Sharing the truth with Muslim women

I’m running out of magnets to keep my collection of Southern Baptist missionary cards posted on the refrigerator. Years spent in several different states and varied denominational work provided opportunities to watch young adults and not so young adults prepare to serve around the world. I’ve learned to listen to news broadcasts with thoughts of their whereabouts. Whether it’s the heat wave in Paris, the president’s visit to Nairobi, the overthrow of another president in Argentina, flooding in Mozambique, an earthquake in Istanbul, or the proliferation of AIDS in Johannesburg, each event reminds me of the faces of my friends who daily risk their lives to share the gospel.

When my television showed images of planes crashing into the twin towers, it wasn’t long before the link to Muslim extremists turned my attention to a friend in the Middle East. We kept in contact by email, reassuring each other of God’s sovereignty. This time it was she who worried about friends in America, particularly a missionary working amidst the United Nations community. “Eyes glued to the TV, but thoughts a million miles away,” she wrote, “sickened with the idea that what I see is real. The call to prayer begins coming through our window, the sound of the Qur’an. My friends, my neighbors, the people I pass every day on the way to school, to the store, and to the post office are lost?they are going to hell. The pictures in front of me and the sounds of the Qur’an echoing around me drive me to a sustained time of prayer and searching God’s Word for strength and hope?for answers, but most of all for comfort.”

She remembered Jonah questioning how he could go to a place that is so evil, to proclaim God’s message to a people who have harmed her people. And yet, in the midst of “the evil that seems to press down like a dense mist that clings to you,” she found Muslim acquaintances inquiring about her family’s safety. “They expressed their great sadness over what has happened in the U.S. The matter of blame was left unmentioned?as it should have been.” The thought that she could be pulled out of the country at a moment’s notice remained in the back of her mind.
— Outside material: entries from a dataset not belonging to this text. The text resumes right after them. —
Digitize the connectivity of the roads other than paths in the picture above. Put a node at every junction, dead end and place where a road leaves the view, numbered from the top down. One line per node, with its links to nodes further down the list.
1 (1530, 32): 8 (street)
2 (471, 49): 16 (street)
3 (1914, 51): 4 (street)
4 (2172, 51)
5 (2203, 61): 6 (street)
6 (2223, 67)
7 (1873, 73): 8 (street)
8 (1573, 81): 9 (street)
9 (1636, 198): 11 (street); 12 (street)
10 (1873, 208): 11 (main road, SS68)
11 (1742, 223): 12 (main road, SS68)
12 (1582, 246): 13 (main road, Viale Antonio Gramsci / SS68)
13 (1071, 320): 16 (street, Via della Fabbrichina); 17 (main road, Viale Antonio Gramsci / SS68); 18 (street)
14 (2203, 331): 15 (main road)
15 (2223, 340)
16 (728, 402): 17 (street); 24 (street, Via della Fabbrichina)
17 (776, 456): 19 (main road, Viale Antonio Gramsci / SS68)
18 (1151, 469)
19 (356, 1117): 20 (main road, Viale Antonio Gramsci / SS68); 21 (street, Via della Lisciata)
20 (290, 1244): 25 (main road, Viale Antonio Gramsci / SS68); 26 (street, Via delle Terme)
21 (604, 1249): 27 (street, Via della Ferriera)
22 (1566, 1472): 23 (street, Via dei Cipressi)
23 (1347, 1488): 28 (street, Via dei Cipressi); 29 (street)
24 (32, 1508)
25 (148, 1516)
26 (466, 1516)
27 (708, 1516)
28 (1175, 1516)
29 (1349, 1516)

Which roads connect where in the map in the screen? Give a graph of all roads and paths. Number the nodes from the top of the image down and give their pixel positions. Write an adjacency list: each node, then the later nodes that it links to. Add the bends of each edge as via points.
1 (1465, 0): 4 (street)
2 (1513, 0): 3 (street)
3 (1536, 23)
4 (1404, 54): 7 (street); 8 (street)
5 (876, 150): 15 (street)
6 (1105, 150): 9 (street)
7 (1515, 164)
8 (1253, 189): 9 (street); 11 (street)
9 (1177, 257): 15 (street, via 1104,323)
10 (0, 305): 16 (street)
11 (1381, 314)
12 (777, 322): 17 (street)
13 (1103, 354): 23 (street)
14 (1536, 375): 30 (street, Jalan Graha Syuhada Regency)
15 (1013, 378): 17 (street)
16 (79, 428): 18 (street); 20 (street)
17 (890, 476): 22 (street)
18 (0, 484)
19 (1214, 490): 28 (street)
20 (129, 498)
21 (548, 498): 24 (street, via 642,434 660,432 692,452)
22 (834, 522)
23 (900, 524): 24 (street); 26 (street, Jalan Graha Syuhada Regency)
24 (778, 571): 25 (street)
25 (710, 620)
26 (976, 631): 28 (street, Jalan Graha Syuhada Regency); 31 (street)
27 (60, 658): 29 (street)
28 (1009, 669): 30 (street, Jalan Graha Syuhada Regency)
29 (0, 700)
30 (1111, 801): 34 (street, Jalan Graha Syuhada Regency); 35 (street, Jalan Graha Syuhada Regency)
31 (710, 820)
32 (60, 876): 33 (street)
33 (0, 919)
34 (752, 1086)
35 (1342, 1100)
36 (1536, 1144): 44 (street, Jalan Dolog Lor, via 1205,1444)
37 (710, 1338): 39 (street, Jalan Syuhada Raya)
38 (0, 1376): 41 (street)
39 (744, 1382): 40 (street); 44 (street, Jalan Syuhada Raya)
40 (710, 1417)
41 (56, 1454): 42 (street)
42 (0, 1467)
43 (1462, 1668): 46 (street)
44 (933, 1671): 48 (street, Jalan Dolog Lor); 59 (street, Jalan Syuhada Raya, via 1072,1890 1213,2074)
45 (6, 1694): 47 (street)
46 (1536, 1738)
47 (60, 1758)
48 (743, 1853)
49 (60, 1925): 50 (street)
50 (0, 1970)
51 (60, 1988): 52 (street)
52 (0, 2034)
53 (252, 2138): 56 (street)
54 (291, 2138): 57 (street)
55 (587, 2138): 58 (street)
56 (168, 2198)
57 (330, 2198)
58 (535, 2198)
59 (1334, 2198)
Over the coming months I provided her with a sense of how her homeland had changed. Although spiritual renewal had occurred in many hearts, a distrust of Muslims had also begun. In the midst of those electronic chats, she made some suggestions. “When you come across a Muslim woman in the traditional veil, smile,” she said. She assumed correctly that Muslims in America were sensing the hostility and blame that many people conveyed. That simple act will start to open doors, she said. It was the least I could do.

A year ago I sat at a table in the Missionary Learning Center, enjoying conversation with an IMB leader who had served in a Muslim country. We were comparing notes on the impact of security concerns in Muslim countries where he’d served and others where my friends were ministering. “Did you see this coming?” I asked, wondering whether he had been aware of the influence of Islamic militants during his years overseas. His answer admitted an ineffective strategy in earlier years. Missionaries did not attempt to engage a Muslim culture, he said. Instead, they looked for open doors among responsive people groups. Only recently have we been more creative in finding ways to open the closed doors.

In “Voices Behind the Veil” which you’ll find reviewed on page 11, Ergun Caner observes, “When we were unwilling to go as his ambassadors into the uttermost parts of the world, God brought the uttermost parts of the world to us.” Now that they’re here, will we take offense at the intrusion or introduce them to our Savior?

Too often we focus on the outward appearance, failing to see the person behind the religious garb. Little do we realize it is they who find our culture offensive. In her contribution to the essays, Susie Hawkins says Christians will do well to recognize the virtue that lies behind veiling. “Because Western culture is characterized overseas by television programs that depict a low view of morality, Western Christians can see why Muslims sometimes come to consider Western society as the epitome of evil.” She admitted a slight resentment toward veiled women prior to researching the matter, and wondered why they insisted on dressing in that manner when they lived in the USA. “Now I admire their commitment and desire to identify their faith. I feel drawn to them now, and I fervently pray that this book will do that for all who read it!” She asks God for the grace and opportunities to speak his truth with unveiled love.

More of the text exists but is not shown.